Summer savory is milder in flavor than its perennial relative, winter savory (Satureja montana). In recipes, summer savory is a heavier substitute for mint and a lighter substitute for sage. It adds a piquant flavor to soups, meat and fish dishes, beans, eggs, and pâtés. It also complements tomato sauce, potatoes, eggplant, asparagus, squash, cabbage, and Brussels sprouts. Use the herb sparingly, though — a small amount goes a long way.

Medicinal use

Like many culinary herbs, summer savory helps improve digestion and relieve intestinal gas. This is one reason it is so often added to bean dishes, which can cause this problem. It is also used in herbal medicine to treat nausea, colic, menstrual disorders, and to ease muscle spasms and alleviate lung congestion. Summer savory contains astringent and antibacterial properties, making it a useful remedy for diarrhea.

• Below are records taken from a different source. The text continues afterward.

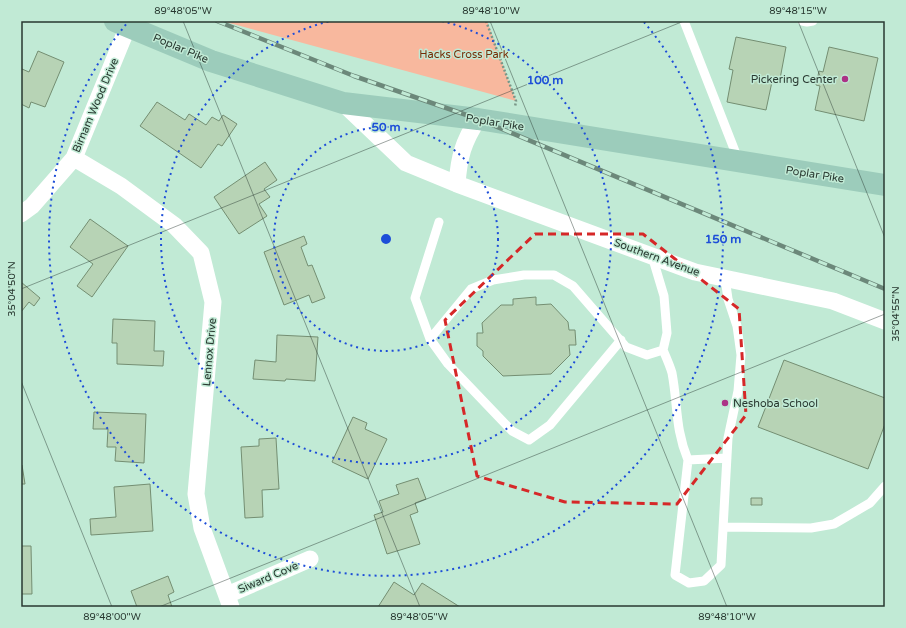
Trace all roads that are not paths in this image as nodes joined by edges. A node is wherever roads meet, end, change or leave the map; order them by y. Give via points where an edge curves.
1 (684, 21) edge
2 (802, 21) edge
3 (813, 21) edge
4 (122, 24) edge
5 (344, 103) junction
6 (478, 119) junction
7 (74, 158) junction
8 (739, 162) junction
9 (457, 184) junction
10 (885, 185) edge
11 (21, 214) edge
12 (439, 222) dead end
13 (652, 256) junction
14 (725, 278) junction
15 (885, 321) edge
16 (430, 339) junction
17 (620, 340) junction
18 (662, 350) junction
19 (727, 458) junction
20 (688, 460) junction
21 (885, 486) edge
22 (723, 527) junction
23 (310, 559) dead end
24 (229, 601) edge

1 - 8 lane
2 - 3 lane
4 - 5 main road, Poplar Pike via 211,61
4 - 7 street, Birnam Wood Drive
5 - 6 main road, Poplar Pike
5 - 9 street, Southern Avenue via 406,163
6 - 8 main road, Poplar Pike
6 - 9 street via 469,133 458,163
7 - 11 street, Birnam Wood Drive via 32,206
7 - 24 street, Lennox Drive via 121,186 174,225 202,253 213,302 196,494 202,528
8 - 10 main road, Poplar Pike
9 - 13 street, Southern Avenue
12 - 16 lane via 415,298
13 - 14 street, Southern Avenue via 695,272
13 - 18 lane via 664,296 667,334
14 - 15 street, Southern Avenue via 832,301
14 - 19 lane via 741,355
16 - 17 lane via 471,290 493,280 524,275 554,275 573,286
16 - 17 lane via 448,364 512,431 529,440 550,425
17 - 18 lane via 626,347 647,355
18 - 20 lane via 672,372 676,421
19 - 20 lane
19 - 22 lane
20 - 22 lane via 675,575 689,584 704,581 720,565
21 - 22 lane via 870,503 834,524 811,528
23 - 24 street, Siward Cove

Caution: Summer savory should not be used in medicinal doses during pregnancy. Small amounts used in cooking do not pose a problem.

How to grow it

Summer savory is easy to grow from seed sown in neutral to alkaline soil and full sun. Use only fresh seed, however — viability decreases quickly after the first year. Begin harvesting leaves when the plants are about 6 inches tall; snip often to prevent flowering and extend leafy growth. When flowering begins, cut the whole plants and dry them on a screen or piece of paper in a warm, shaded location. Strip the dried leaves from the stems, and store them in an airtight container.